Likewise, the low carbon innovations will be emerging in the rethinking of global travel, tourism and aviation.
Of tortoises and hares
As already mentioned, countries are preparing and anticipating the new wave. It is worth making reference to Finland’s’ “100 opportunities for Finland and the world, Radical Technology Inquirer (RTI) for anticipation/ evaluation of technological breakthroughs”. The study is already being analyzed to be adapted to a European vision. So where is Romania’s place? We, the Romanians, praise the intelligence and potential of our youth but, as of yet, we have no systemic vision for path to achievement.
Thus far, the world is running on two speeds: the innovation era and the old security threat era; even if they are intrinsically linked, they represent two different worlds. Which will conquer or neutralize the other?
Trump’s election in the US and his decisions of great international impact generated an anxious uncertainty: is America really changing its optics or just reformatting its negotiation toolkit?
I will end this inquiry recalling the Yale Historian Timothy Snyder and his “20 Lessons from the 20th Century About How to Defend Democracy from Authoritarianism”:
1. Do not obey in advance. 2. Defend an institution. 3. Recall professional ethics. 4. When listening to politicians, distinguish certain words. 5. Be calm when the unthinkable arrives. 6. Be kind to our language. 7. Stand out. Someone has to. 8. Believe in truth. 9. Investigate. 10. Practice corporeal politics. 11. Make eye contact and small talk. 12. Take responsibility for the face of the world. 13. Hinder the one-party state. 14. Give regularly to good causes, if you can. 15. Establish a private life. 16. Learn from others in other countries. 17. Watch out for the paramilitaries. 18. Be reflective if you must be armed. 19. Be as courageous as you can. 20. Be a patriot.

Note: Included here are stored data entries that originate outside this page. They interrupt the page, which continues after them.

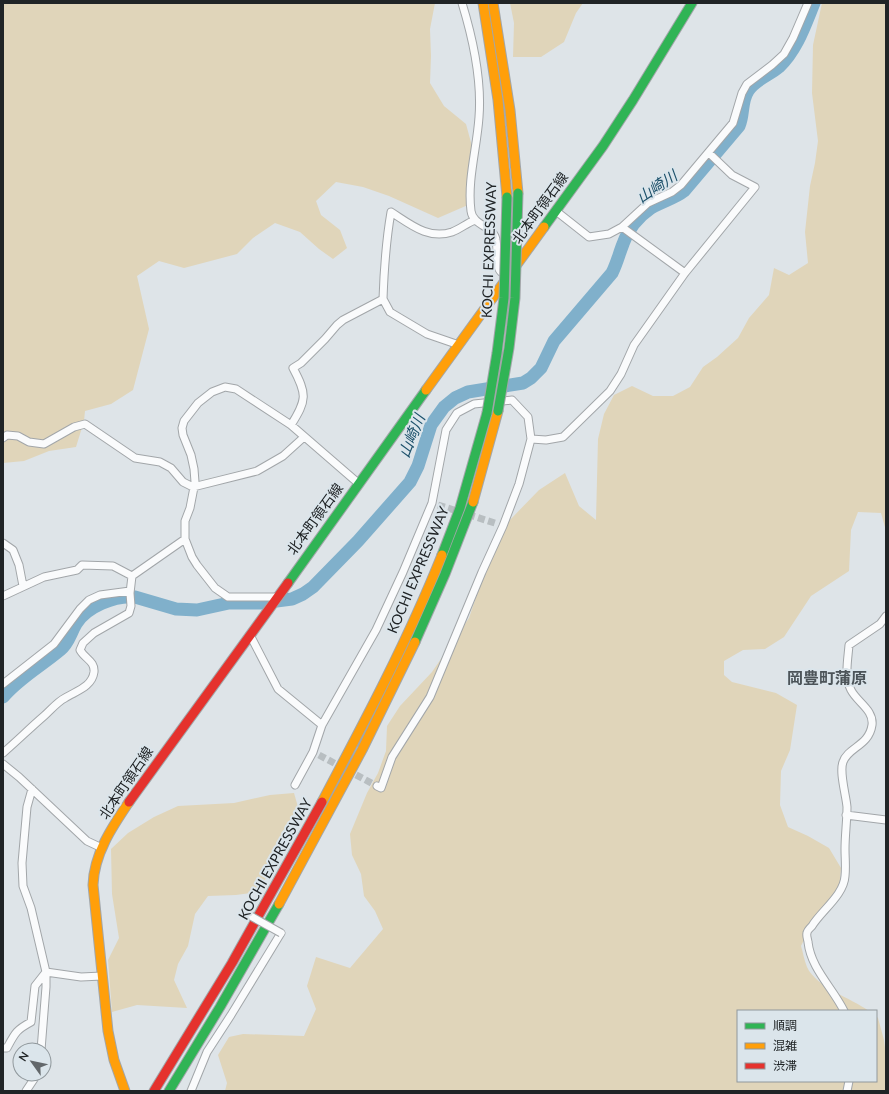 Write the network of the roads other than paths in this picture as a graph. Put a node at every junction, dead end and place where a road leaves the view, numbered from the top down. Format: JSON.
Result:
{"nodes":[{"id":1,"x":462,"y":3,"type":"edge"},
{"id":2,"x":483,"y":3,"type":"edge"},
{"id":3,"x":493,"y":3,"type":"edge"},
{"id":4,"x":692,"y":3,"type":"edge"},
{"id":5,"x":808,"y":3,"type":"edge"},
{"id":6,"x":712,"y":156,"type":"junction"},
{"id":7,"x":556,"y":211,"type":"junction"},
{"id":8,"x":474,"y":220,"type":"junction"},
{"id":9,"x":624,"y":228,"type":"junction"},
{"id":10,"x":685,"y":272,"type":"junction"},
{"id":11,"x":507,"y":277,"type":"junction"},
{"id":12,"x":383,"y":299,"type":"junction"},
{"id":13,"x":459,"y":345,"type":"junction"},
{"id":14,"x":291,"y":425,"type":"junction"},
{"id":15,"x":304,"y":437,"type":"junction"},
{"id":16,"x":3,"y":438,"type":"edge"},
{"id":17,"x":531,"y":439,"type":"junction"},
{"id":18,"x":358,"y":483,"type":"junction"},
{"id":19,"x":193,"y":488,"type":"junction"},
{"id":20,"x":186,"y":539,"type":"junction"},
{"id":21,"x":3,"y":543,"type":"edge"},
{"id":22,"x":132,"y":576,"type":"junction"},
{"id":23,"x":23,"y":586,"type":"junction"},
{"id":24,"x":130,"y":594,"type":"junction"},
{"id":25,"x":3,"y":596,"type":"edge"},
{"id":26,"x":276,"y":597,"type":"junction"},
{"id":27,"x":886,"y":616,"type":"edge"},
{"id":28,"x":250,"y":635,"type":"junction"},
{"id":29,"x":3,"y":684,"type":"edge"},
{"id":30,"x":322,"y":725,"type":"junction"},
{"id":31,"x":3,"y":753,"type":"edge"},
{"id":32,"x":3,"y":764,"type":"edge"},
{"id":33,"x":295,"y":784,"type":"dead end"},
{"id":34,"x":377,"y":786,"type":"dead end"},
{"id":35,"x":32,"y":789,"type":"junction"},
{"id":36,"x":846,"y":815,"type":"junction"},
{"id":37,"x":886,"y":820,"type":"edge"},
{"id":38,"x":102,"y":848,"type":"junction"},
{"id":39,"x":247,"y":914,"type":"dead end"},
{"id":40,"x":46,"y":972,"type":"junction"},
{"id":41,"x":102,"y":976,"type":"junction"},
{"id":42,"x":844,"y":1010,"type":"edge"},
{"id":43,"x":42,"y":1042,"type":"edge"},
{"id":44,"x":3,"y":1048,"type":"edge"},
{"id":45,"x":32,"y":1082,"type":"edge"},
{"id":46,"x":26,"y":1091,"type":"edge"},
{"id":47,"x":125,"y":1091,"type":"edge"},
{"id":48,"x":154,"y":1091,"type":"edge"},
{"id":49,"x":169,"y":1091,"type":"edge"},
{"id":50,"x":191,"y":1091,"type":"edge"}],
"edges":[{"from":1,"to":8,"type":"street"},
{"from":2,"to":48,"type":"main road","name":"KOCHI EXPRESSWAY","bridge":true},
{"from":3,"to":49,"type":"main road","name":"KOCHI EXPRESSWAY","bridge":true},
{"from":4,"to":7,"type":"main road","name":"北本町領石線"},
{"from":5,"to":6,"type":"street"},
{"from":6,"to":9,"type":"street"},
{"from":6,"to":10,"type":"street"},
{"from":7,"to":9,"type":"street"},
{"from":7,"to":11,"type":"main road","name":"北本町領石線"},
{"from":8,"to":11,"type":"street"},
{"from":8,"to":12,"type":"street"},
{"from":9,"to":10,"type":"street"},
{"from":10,"to":17,"type":"street"},
{"from":11,"to":13,"type":"main road","name":"北本町領石線"},
{"from":12,"to":13,"type":"street"},
{"from":12,"to":14,"type":"street"},
{"from":13,"to":18,"type":"main road","name":"北本町領石線"},
{"from":14,"to":15,"type":"street"},
{"from":14,"to":19,"type":"street"},
{"from":15,"to":18,"type":"street"},
{"from":15,"to":19,"type":"street"},
{"from":16,"to":19,"type":"street"},
{"from":17,"to":30,"type":"street"},
{"from":17,"to":34,"type":"street"},
{"from":18,"to":26,"type":"main road","name":"北本町領石線"},
{"from":19,"to":20,"type":"street"},
{"from":20,"to":22,"type":"street"},
{"from":20,"to":26,"type":"street"},
{"from":21,"to":23,"type":"street"},
{"from":22,"to":23,"type":"street"},
{"from":22,"to":24,"type":"street"},
{"from":23,"to":25,"type":"street"},
{"from":24,"to":29,"type":"street"},
{"from":24,"to":31,"type":"street"},
{"from":26,"to":28,"type":"main road","name":"北本町領石線"},
{"from":27,"to":36,"type":"street"},
{"from":28,"to":30,"type":"street"},
{"from":28,"to":38,"type":"main road","name":"北本町領石線"},
{"from":30,"to":33,"type":"street"},
{"from":32,"to":35,"type":"street"},
{"from":35,"to":38,"type":"street"},
{"from":35,"to":40,"type":"street"},
{"from":36,"to":37,"type":"street"},
{"from":36,"to":42,"type":"street"},
{"from":38,"to":41,"type":"main road","name":"北本町領石線"},
{"from":39,"to":50,"type":"street","bridge":true},
{"from":40,"to":41,"type":"street"},
{"from":40,"to":43,"type":"street"},
{"from":40,"to":44,"type":"street"},
{"from":41,"to":47,"type":"main road","name":"北本町領石線"},
{"from":45,"to":46,"type":"street"}]}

[i] The book highlights the potential benefits in connecting and combining seemingly disparate environmental problems with open-source scientific solutions based upon physical processes common in the natural world, to create solutions that are both environmentally beneficial and which have financial and wider social benefits.
[ii] Unlike standard light water reactors such as PWRs or BWRs that operate by using enriched uranium as fuel, TWR uses depleted uranium instead, with an estimated operation period from 40 to 60 years. The byproduct of the Uranium-235 fission can be re-used for other TWR reactors. By using depleted uranium as fuel, the new reactor type could reduce stockpiles from uranium enrichment.
[iii] Some reports claim that the high fuel efficiency of TWRs, combined with the ability to use uranium recovered from river or sea water, means enough fuel is available to generate electricity for 10 billion people at US per capita consumption levels for million-year time-scales.